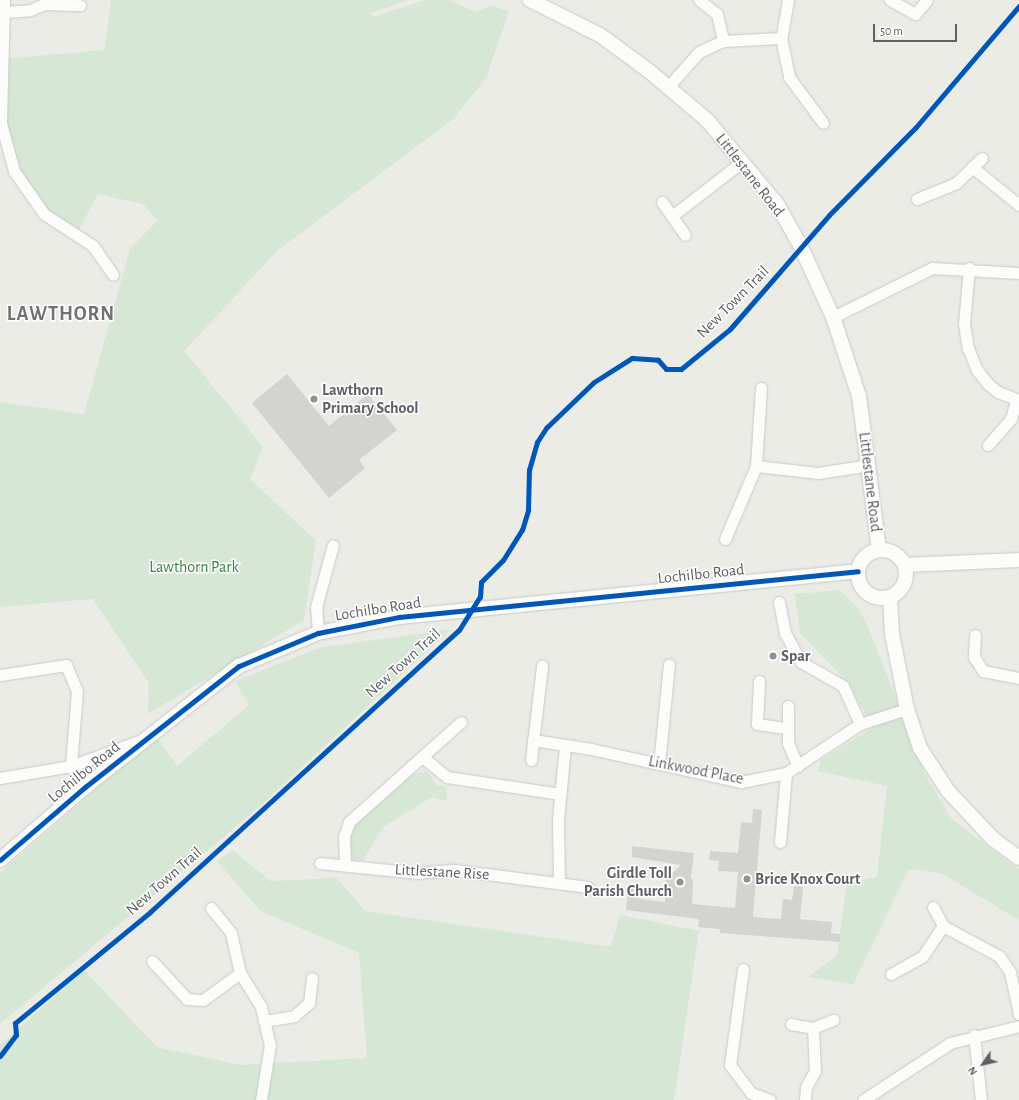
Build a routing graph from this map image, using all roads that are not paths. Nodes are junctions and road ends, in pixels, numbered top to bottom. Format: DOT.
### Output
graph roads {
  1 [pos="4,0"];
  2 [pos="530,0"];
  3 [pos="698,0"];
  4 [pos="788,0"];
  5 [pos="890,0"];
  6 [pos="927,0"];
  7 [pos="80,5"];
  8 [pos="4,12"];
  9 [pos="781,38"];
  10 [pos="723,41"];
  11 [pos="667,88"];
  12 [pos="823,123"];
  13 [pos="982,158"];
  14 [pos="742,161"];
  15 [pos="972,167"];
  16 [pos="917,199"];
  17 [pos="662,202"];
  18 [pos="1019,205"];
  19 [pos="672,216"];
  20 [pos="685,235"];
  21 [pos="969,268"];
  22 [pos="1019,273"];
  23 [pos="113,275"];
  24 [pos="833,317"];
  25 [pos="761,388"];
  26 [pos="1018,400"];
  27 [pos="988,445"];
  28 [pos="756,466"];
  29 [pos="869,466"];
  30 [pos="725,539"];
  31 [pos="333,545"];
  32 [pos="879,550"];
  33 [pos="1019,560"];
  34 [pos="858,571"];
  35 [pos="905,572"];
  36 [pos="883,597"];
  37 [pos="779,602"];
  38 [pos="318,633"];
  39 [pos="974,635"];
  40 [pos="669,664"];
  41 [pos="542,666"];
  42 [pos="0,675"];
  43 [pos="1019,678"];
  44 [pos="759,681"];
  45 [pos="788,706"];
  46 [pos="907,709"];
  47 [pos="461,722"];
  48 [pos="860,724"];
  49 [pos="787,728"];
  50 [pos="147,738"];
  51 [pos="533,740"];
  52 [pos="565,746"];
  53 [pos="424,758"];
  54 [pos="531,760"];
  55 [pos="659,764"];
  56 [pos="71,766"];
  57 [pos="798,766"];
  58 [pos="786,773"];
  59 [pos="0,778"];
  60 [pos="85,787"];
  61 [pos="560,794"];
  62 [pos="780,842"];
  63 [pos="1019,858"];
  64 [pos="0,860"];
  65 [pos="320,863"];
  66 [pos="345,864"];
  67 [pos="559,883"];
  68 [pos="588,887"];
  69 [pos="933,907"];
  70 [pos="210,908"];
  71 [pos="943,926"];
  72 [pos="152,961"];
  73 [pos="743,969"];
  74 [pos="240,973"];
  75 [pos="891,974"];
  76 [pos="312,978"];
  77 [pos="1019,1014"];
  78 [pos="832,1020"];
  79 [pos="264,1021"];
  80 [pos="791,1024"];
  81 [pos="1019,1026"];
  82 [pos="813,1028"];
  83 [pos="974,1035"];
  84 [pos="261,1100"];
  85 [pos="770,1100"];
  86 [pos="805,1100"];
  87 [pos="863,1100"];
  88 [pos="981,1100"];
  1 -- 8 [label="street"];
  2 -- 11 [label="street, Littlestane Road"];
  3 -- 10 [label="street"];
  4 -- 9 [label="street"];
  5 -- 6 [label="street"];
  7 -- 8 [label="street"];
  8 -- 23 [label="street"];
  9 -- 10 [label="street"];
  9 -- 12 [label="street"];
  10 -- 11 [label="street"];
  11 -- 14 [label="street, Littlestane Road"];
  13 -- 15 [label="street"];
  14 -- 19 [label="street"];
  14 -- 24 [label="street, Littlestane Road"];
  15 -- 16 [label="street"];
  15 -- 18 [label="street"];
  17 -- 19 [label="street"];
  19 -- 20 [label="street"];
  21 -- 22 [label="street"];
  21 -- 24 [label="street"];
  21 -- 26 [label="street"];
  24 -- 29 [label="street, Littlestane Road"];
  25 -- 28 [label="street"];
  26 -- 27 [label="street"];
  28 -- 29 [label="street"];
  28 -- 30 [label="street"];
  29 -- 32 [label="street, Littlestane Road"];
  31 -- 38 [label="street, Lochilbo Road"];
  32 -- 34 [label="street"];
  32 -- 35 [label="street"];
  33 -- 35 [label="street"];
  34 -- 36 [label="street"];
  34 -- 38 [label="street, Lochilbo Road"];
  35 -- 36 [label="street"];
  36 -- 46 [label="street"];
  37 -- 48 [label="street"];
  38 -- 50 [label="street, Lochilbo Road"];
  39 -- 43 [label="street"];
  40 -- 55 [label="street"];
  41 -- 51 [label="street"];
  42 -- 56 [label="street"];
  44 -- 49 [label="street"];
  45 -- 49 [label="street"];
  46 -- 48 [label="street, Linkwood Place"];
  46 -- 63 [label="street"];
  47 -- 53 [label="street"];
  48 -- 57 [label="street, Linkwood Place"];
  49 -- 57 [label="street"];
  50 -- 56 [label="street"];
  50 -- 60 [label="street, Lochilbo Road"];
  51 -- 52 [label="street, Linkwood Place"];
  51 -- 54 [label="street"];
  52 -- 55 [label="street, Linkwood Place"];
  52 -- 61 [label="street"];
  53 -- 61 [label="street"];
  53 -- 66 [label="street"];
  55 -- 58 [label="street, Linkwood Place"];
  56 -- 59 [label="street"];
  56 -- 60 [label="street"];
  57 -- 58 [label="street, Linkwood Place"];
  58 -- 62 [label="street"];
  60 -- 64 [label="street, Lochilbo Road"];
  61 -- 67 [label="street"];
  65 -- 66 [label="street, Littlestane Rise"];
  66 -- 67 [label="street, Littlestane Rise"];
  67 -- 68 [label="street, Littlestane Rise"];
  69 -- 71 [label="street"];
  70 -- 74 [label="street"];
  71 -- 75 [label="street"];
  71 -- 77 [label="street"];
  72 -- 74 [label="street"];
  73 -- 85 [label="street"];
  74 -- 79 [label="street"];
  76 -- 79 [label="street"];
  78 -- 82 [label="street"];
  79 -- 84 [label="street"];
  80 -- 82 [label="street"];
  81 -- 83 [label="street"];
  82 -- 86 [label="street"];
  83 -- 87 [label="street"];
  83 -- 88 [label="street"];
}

+ + +

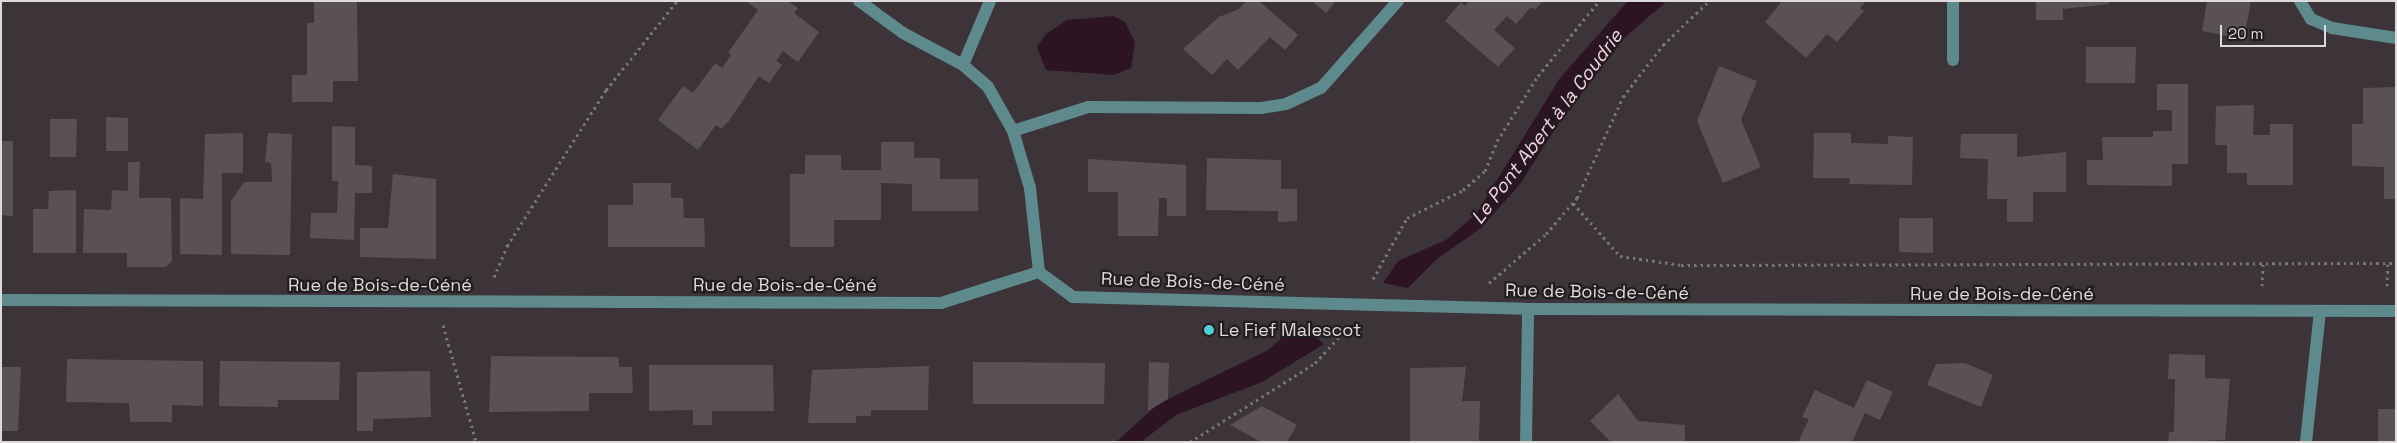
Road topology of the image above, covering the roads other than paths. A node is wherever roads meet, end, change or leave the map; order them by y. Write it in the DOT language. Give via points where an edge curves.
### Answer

+ + +

> To do:
Scan the records above for the word "image" and return every line where it occurs.

> Final answer:
Build a routing graph from this map image, using all roads that are not paths. Nodes are junctions and road ends, in pixels, numbered top to bottom. Format: DOT.
Road topology of the image above, covering the roads other than paths. A node is wherever roads meet, end, change or leave the map; order them by y. Write it in the DOT language. Give via points where an edge curves.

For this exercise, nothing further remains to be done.